# Turkey League 1 13-15 April



## FoxSerkan (Apr 13, 2013)

*“We do not have any target in the remaining matches” said head coach Mustafa Resit Akcay.*







This is a very important match for home team Tavsanli Linyitspor as they are at dangerous zone and collecting points is very vital. Last weekend they lost on away to Bucaspor 4-2. Until last weekend they recorded 5 consecutive undefeated matches and interestingly they did not concede any goal in those 5 matches. For sure their defense is improved as it is a big success not to concede for 5 matches in a row. Considering Bucaspor is on top of their form and early goals I still respect their defense. No matter how hard they tried they were not able to come back and lost 4-2.

1461 Trabzon lost last 2 matches with same results of 1-0. They can not score for 2 weeks. I noticed a team in these matches who are not very much motivated. It is true that the condition of 1461 Trabzon is very different as they do not have chance to qualify to Turkey Super League. They have organic ties with Trabzonspor and Football Federation would not let them to play in the same league. “We do not have any target in the remaining matches” said head coach Mustafa Resit Akcay.
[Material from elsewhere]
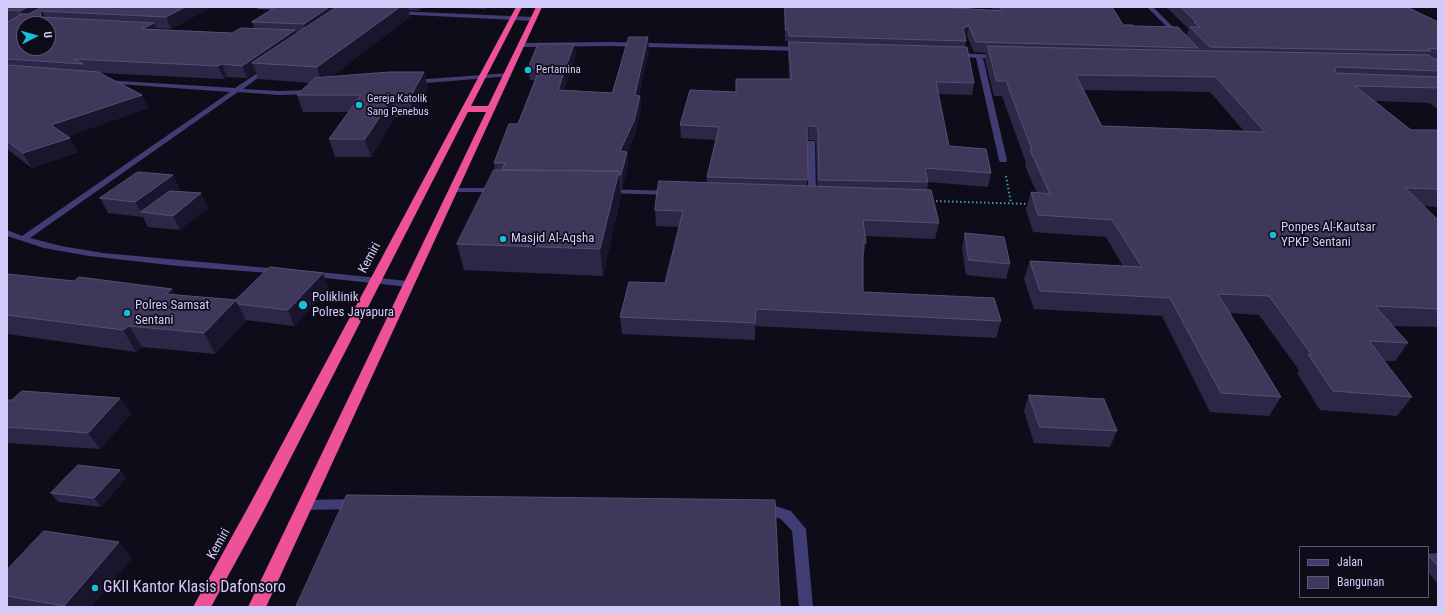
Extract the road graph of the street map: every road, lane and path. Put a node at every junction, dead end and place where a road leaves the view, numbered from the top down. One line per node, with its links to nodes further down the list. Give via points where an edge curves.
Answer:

This was a very interesting explanation. It is also an evidence that 1461 Trabzon have no idea what they will do if they qualify for play off as club president Suat Sen declared “If they let us to play then we will do our very best in play off”

The last 2 matches are a proof that 1461 Trabzon players are confused with their condition. In the end this is a match which will be desired to win by home team mostly as they are right in dangerous zone and all the players are fully motivated. Considering their improved defense and the reality of relegation I believe odds are very much generous to invest. Bet on Tavsanli Linyitspor AH 0.


----------



## FoxSerkan (Apr 14, 2013)

*Turkey League 1

Samsunspor v Ankaragucu 

Date 2013-04-14 Time (cet) 13:00
*

Despite the great transfers during the winter break Samsunspor wasted many points and they are still at dangerous zone. In the remaining fixture they are more advantageous than their rivals and most probably they will stay in division. However they should never make mistake at home matches.
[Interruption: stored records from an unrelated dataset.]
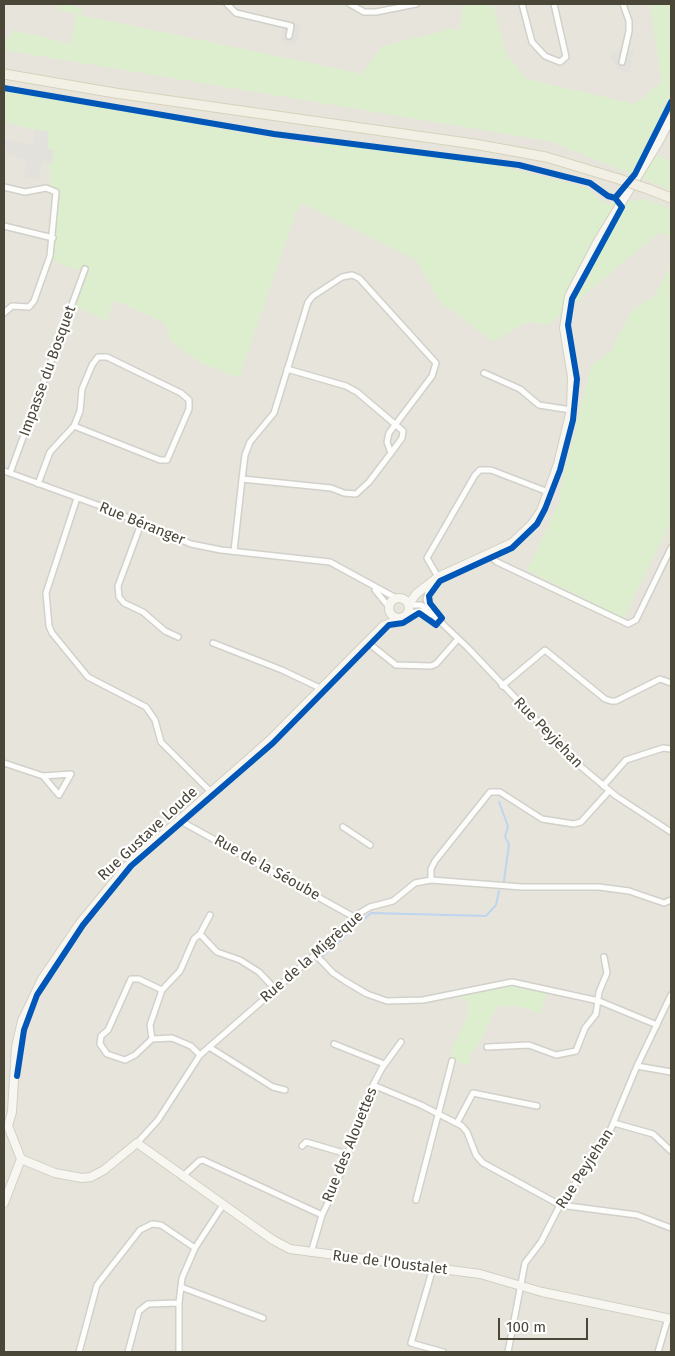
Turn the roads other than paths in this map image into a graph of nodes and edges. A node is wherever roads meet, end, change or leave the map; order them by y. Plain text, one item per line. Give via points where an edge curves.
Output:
1 (227, 4) edge
2 (350, 4) edge
3 (416, 4) edge
4 (522, 4) edge
5 (554, 4) edge
6 (622, 4) edge
7 (289, 36) dead end
8 (622, 62) dead end
9 (4, 74) edge
10 (671, 118) edge
11 (4, 187) edge
12 (671, 198) edge
13 (4, 226) edge
14 (53, 238) junction
15 (85, 269) dead end
16 (4, 313) edge
17 (287, 370) junction
18 (484, 373) dead end
19 (571, 410) junction
20 (396, 424) junction
21 (74, 426) junction
22 (391, 453) junction
23 (4, 471) edge
24 (10, 473) junction
25 (242, 479) junction
26 (38, 484) junction
27 (548, 492) junction
28 (77, 498) junction
29 (141, 524) junction
30 (671, 548) edge
31 (234, 551) junction
32 (488, 554) junction
33 (435, 579) junction
34 (370, 584) junction
35 (416, 594) junction
36 (397, 598) junction
37 (409, 605) junction
38 (389, 609) junction
39 (408, 614) junction
40 (399, 619) junction
41 (437, 619) junction
42 (384, 626) junction
43 (178, 636) dead end
44 (458, 639) junction
45 (367, 642) junction
46 (214, 643) dead end
47 (671, 683) edge
48 (502, 686) junction
49 (322, 689) junction
50 (671, 749) edge
51 (4, 763) edge
52 (43, 776) junction
53 (603, 786) junction
54 (609, 791) junction
55 (211, 792) junction
56 (180, 818) junction
57 (342, 827) dead end
58 (671, 832) edge
59 (370, 844) dead end
60 (431, 880) junction
61 (671, 900) edge
62 (210, 915) dead end
63 (354, 917) junction
64 (200, 934) junction
65 (315, 954) junction
66 (604, 957) dead end
67 (275, 989) junction
68 (162, 990) junction
69 (671, 995) edge
70 (599, 1001) junction
71 (657, 1025) junction
72 (152, 1039) junction
73 (401, 1042) dead end
74 (334, 1044) dead end
75 (210, 1047) junction
76 (487, 1047) dead end
77 (200, 1055) junction
78 (452, 1061) dead end
79 (384, 1064) junction
80 (637, 1066) junction
81 (671, 1072) edge
82 (373, 1085) junction
83 (285, 1090) dead end
84 (537, 1106) dead end
85 (437, 1113) junction
86 (457, 1123) junction
87 (614, 1123) junction
88 (6, 1126) edge
89 (137, 1143) junction
90 (302, 1146) dead end
91 (671, 1151) edge
92 (347, 1154) junction
93 (20, 1159) junction
94 (182, 1177) junction
95 (416, 1200) dead end
96 (4, 1203) edge
97 (560, 1205) junction
98 (223, 1206) junction
99 (322, 1215) junction
100 (671, 1228) edge
101 (195, 1248) junction
102 (311, 1253) junction
103 (433, 1268) junction
104 (181, 1286) junction
105 (520, 1286) junction
106 (179, 1302) junction
107 (263, 1318) dead end
108 (670, 1318) edge
109 (79, 1352) edge
110 (128, 1352) edge
111 (179, 1352) edge
112 (443, 1352) edge
113 (508, 1352) edge
114 (658, 1352) edge

1 - 7 street via 236,12 291,26
2 - 3 street via 364,12
4 - 5 street via 532,42 545,56 560,62 566,57
6 - 8 street via 629,22
9 - 12 main road, bridge via 546,157
10 - 19 street via 569,296 564,328 572,377
11 - 14 street via 25,192 46,188 56,192
13 - 14 street
14 - 16 street via 48,265 32,305 25,308 12,306
15 - 24 street, Impasse du Bosquet
17 - 20 street via 352,388
17 - 20 street via 310,299 342,277 352,275 359,278 436,363 432,376
17 - 25 street via 274,414 247,449
18 - 19 street via 520,389 539,405
19 - 27 street
20 - 22 street via 387,437
20 - 22 street via 404,435
21 - 21 street via 80,411 82,389 98,357 107,357 189,400 189,410 167,460
21 - 26 street via 50,452
22 - 25 street via 356,494 331,488
23 - 24 street, Rue Béranger
24 - 26 street, Rue Béranger
25 - 31 street
26 - 28 street, Rue Béranger
27 - 32 street via 537,517 520,536
27 - 33 street via 491,470 480,470 428,558
28 - 29 street, Rue Béranger
28 - 55 street via 46,593 48,626 88,677 146,707 155,720 161,742
29 - 31 street, Rue Béranger via 190,544
29 - 43 street via 118,586 119,597 143,612 165,632
30 - 32 street via 636,620 628,624 499,564
31 - 34 street, Rue Béranger via 330,562
32 - 33 street
33 - 35 street
33 - 41 street, Rue Peyjehan via 426,603
34 - 36 street, Rue Béranger
34 - 38 street, Rue Béranger via 384,598
35 - 36 street
35 - 37 street
36 - 37 street via 404,599
36 - 38 street
37 - 39 street
37 - 41 street, Rue Peyjehan via 424,606
38 - 40 street
38 - 42 street, Rue Gustave Loude
39 - 40 street
39 - 41 street, Rue Peyjehan via 422,611
40 - 42 street, Rue Gustave Loude
41 - 44 street, Rue Peyjehan
42 - 45 street, Rue Gustave Loude
44 - 45 street via 431,666 396,665
44 - 48 street, Rue Peyjehan
45 - 49 street, Rue Gustave Loude
46 - 49 street
47 - 48 street via 660,679 611,701 545,650
48 - 53 street, Rue Peyjehan via 559,746
49 - 55 street, Rue Gustave Loude
50 - 53 street via 663,748 626,760
51 - 52 street
52 - 52 street via 59,794 72,774 67,774
53 - 54 street, Rue Peyjehan
54 - 58 street, Rue Peyjehan
54 - 60 street via 581,822 574,824 542,819 500,792 490,792 435,861
55 - 56 street, Rue Gustave Loude
56 - 63 street, Rue de la Séoube
56 - 88 street, Rue Gustave Loude via 107,888 42,979 18,1037 12,1112
57 - 59 street
60 - 61 street, Rue de la Migrèque via 522,887 599,887 629,891 664,903
60 - 63 street, Rue de la Migrèque via 414,883 393,900
62 - 64 street
63 - 65 street, Rue de la Migrèque
64 - 67 street via 217,952 260,972
64 - 68 street via 194,939 180,971
65 - 67 street, Rue de la Migrèque
65 - 70 street via 345,981 387,1001 423,1000 507,982
66 - 70 street via 607,973 600,988
67 - 75 street, Rue de la Migrèque
68 - 72 street via 151,1020
68 - 72 street via 139,979 131,979 108,1030 101,1036 100,1044 104,1052 125,1060 132,1058
69 - 71 street, Rue Peyjehan
70 - 71 street
70 - 76 street via 596,1014 573,1052 556,1055 529,1045
71 - 80 street, Rue Peyjehan
72 - 77 street via 172,1038 191,1046
73 - 79 street, Rue des Alouettes
74 - 79 street
75 - 77 street, Rue de la Migrèque
75 - 83 street via 273,1087
77 - 89 street, Rue de la Migrèque via 158,1120
78 - 85 street
79 - 82 street, Rue des Alouettes
80 - 81 street
80 - 87 street, Rue Peyjehan
82 - 85 street
82 - 92 street, Rue des Alouettes
84 - 86 street via 473,1092
85 - 86 street
85 - 95 street
86 - 97 street via 468,1132 476,1155 485,1165
87 - 91 street via 653,1134
87 - 97 street, Rue Peyjehan via 601,1148
88 - 93 street
89 - 93 street, Rue de la Migrèque via 91,1177 55,1173
89 - 94 street, Rue de l'Oustalet
90 - 92 street via 306,1142
92 - 99 street, Rue des Alouettes
93 - 96 street
94 - 98 street, Rue de l'Oustalet
94 - 99 street via 203,1160
97 - 100 street via 637,1215
97 - 105 street, Rue Peyjehan via 541,1242 525,1263
98 - 101 street
98 - 102 street, Rue de l'Oustalet via 283,1246
99 - 102 street, Rue des Alouettes
101 - 104 street
101 - 109 street via 161,1226 152,1224 140,1230 97,1285
102 - 103 street, Rue de l'Oustalet
103 - 105 street, Rue de l'Oustalet via 480,1274
103 - 112 street via 411,1343
104 - 106 street
104 - 107 street
105 - 108 street, Rue de l'Oustalet
105 - 113 street, Rue Peyjehan
106 - 110 street via 148,1304 139,1311
106 - 111 street
108 - 114 street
Ankaragucu with plenty problems recorded a great resistance this season and those young players deserve a big applause. But they have a very small chance to continue in Turkey League 1 next season. However they are on away against Samsunspor who do not loose at home matches that easy. Samsunspor lost at home only once.

Samsunspor are much motivated and they will have full fans support. Ankaragucu players begun to understand that they will relegate. I can not see anything in this match except a Samsunspor win. Bet on Samsunspor AH -1.


----------



## FoxSerkan (Apr 14, 2013)

*Erciyesspor v Kartalspor*

Erciyesspor are getting close and even more close to Turkey Super League as they have 5 matches left to finish in top 2 and directly qualify. It was a great news that Rizespor and Manisaspor drew yesterday and made them even more comfortable. Despite a good performance in total, Erciyesspor are an average home team as the managed to win 6 of 14 home matches that they played in Turkey League 1 this season. It is really a fact that Erciyesspor are a good away team as they collected 33 points in 15 matches that they played on away matches. Defenders Huseyin Yogurtcu (8 matches) and M. Ozan Tahtaisleyen (18 matches) are absent. Forward Gerard Goua Gohou (25 matches 18 goals) is absent. Forward Sofiane Hanni (24 matches 2 goals) is doubtful.
Kartalspor are fully motivated and they are right at the edge of relegation. They are traveling for an absolute victory or at least a draw. However a draw might not be enough as there are only 5 weeks left. Head coach Mehmet Altiparmak said interesting things to the media recently. He mentioned that they studied Erciyesspor very well and that they are aware of the strength of them. But he added that Kartalspor are also stronger than their position at the table and emphasized that there is nothing to loose but very much to earn in case of a win. Midfielders Olgay Coskun (12 matches) and Oktay Demircan (9 matches 1 goal) are absent.
In such matches like these there is no need to check the league table. Erciyesspor are more comfortable after both Rizespor and Manisapor lost points yesterday. Besides they did not record very good performance this season at home matches. On the other hand Kartalspor players are completely motivated and they have nothing in their mind but to get at least 1 point or even 3 points. I wish the odds were a little higher as I was thinking that Kartalspor were going to be the most underestimated team of the weekend. Bet on Kartalspor DNB


----------